▶ _SOURCE DATA_:
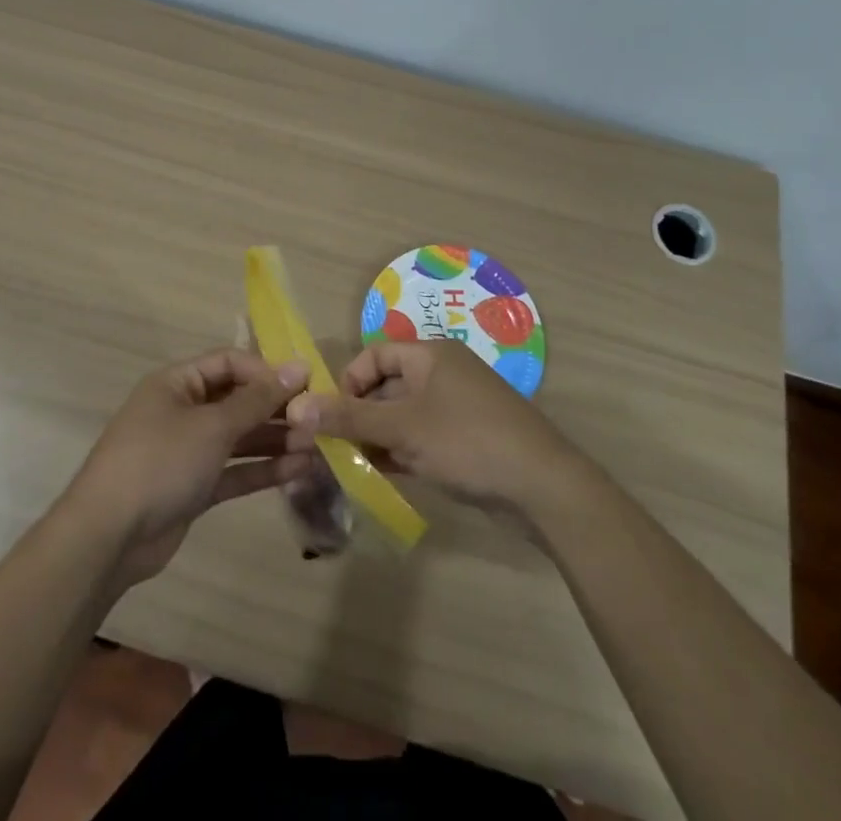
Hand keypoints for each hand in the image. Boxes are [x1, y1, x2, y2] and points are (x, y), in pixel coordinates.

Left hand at [63, 348, 312, 587]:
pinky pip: (234, 469)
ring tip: (315, 446)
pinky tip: (298, 469)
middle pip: (237, 400)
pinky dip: (262, 469)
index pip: (230, 363)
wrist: (107, 538)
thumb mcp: (212, 425)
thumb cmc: (160, 462)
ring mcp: (188, 451)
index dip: (267, 370)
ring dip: (275, 440)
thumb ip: (257, 399)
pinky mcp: (194, 487)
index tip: (307, 384)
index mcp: (178, 383)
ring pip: (239, 437)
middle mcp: (183, 410)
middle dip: (276, 409)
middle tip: (317, 420)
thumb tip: (298, 366)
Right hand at [286, 341, 582, 519]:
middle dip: (359, 415)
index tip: (333, 416)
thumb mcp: (403, 428)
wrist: (543, 486)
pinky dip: (401, 451)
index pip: (375, 354)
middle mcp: (443, 373)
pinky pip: (422, 437)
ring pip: (403, 415)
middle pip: (387, 385)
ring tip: (351, 466)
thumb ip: (350, 418)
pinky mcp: (467, 439)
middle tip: (334, 448)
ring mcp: (457, 407)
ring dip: (377, 437)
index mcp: (430, 354)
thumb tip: (297, 407)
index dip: (349, 381)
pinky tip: (381, 475)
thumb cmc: (468, 441)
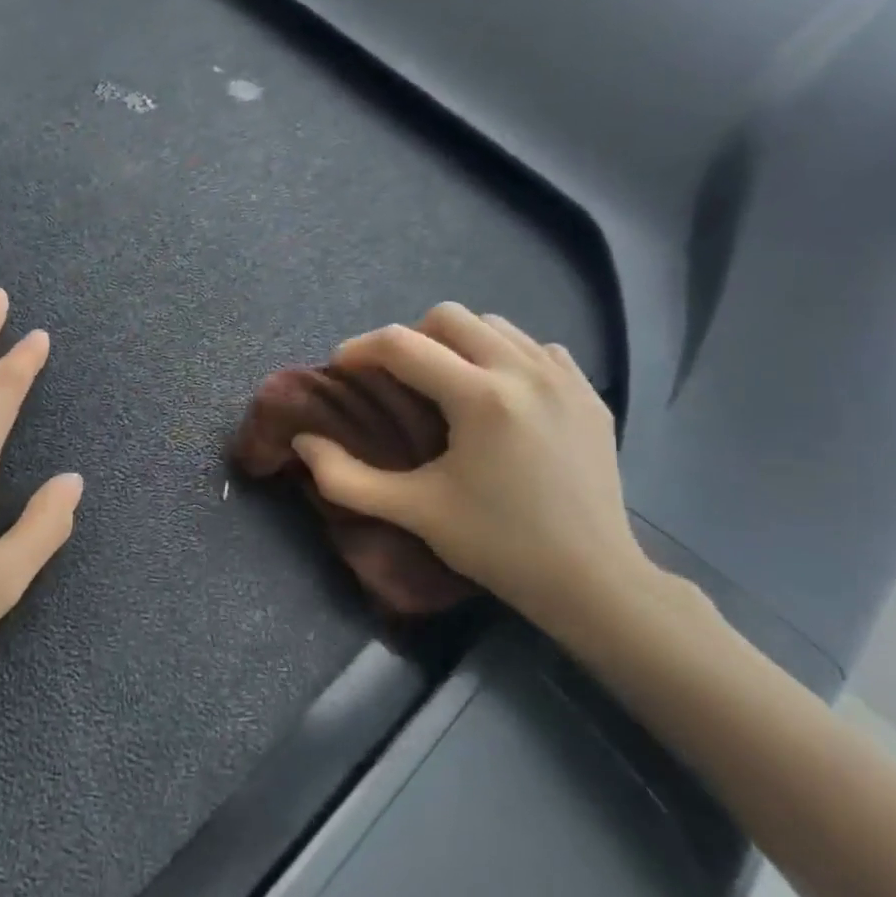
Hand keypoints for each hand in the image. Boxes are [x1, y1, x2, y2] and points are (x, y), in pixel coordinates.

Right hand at [291, 303, 660, 649]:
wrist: (591, 579)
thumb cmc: (496, 545)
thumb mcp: (413, 512)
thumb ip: (345, 477)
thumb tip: (304, 441)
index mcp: (480, 397)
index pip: (403, 344)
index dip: (360, 349)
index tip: (341, 367)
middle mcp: (525, 371)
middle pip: (450, 317)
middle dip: (410, 338)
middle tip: (395, 378)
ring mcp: (564, 378)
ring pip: (495, 325)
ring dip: (457, 343)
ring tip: (444, 383)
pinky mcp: (590, 393)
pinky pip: (536, 347)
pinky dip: (505, 356)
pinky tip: (497, 396)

▶ _YOUR INSTRUCTIONS_: The string "pinky" marks the lines to return from the material. Copy each one.

▶ _TASK RESPONSE_:
pinky pip: (234, 469)
pinky tip: (298, 469)
pinky dip: (262, 469)
pinky mcp: (194, 487)
pinky dip: (401, 451)
pinky pip: (422, 437)
pinky mcp: (467, 439)
pinky tip: (381, 475)
pinky mcp: (590, 393)
pinky pip: (536, 347)
pinky dip: (505, 356)
pinky tip: (497, 396)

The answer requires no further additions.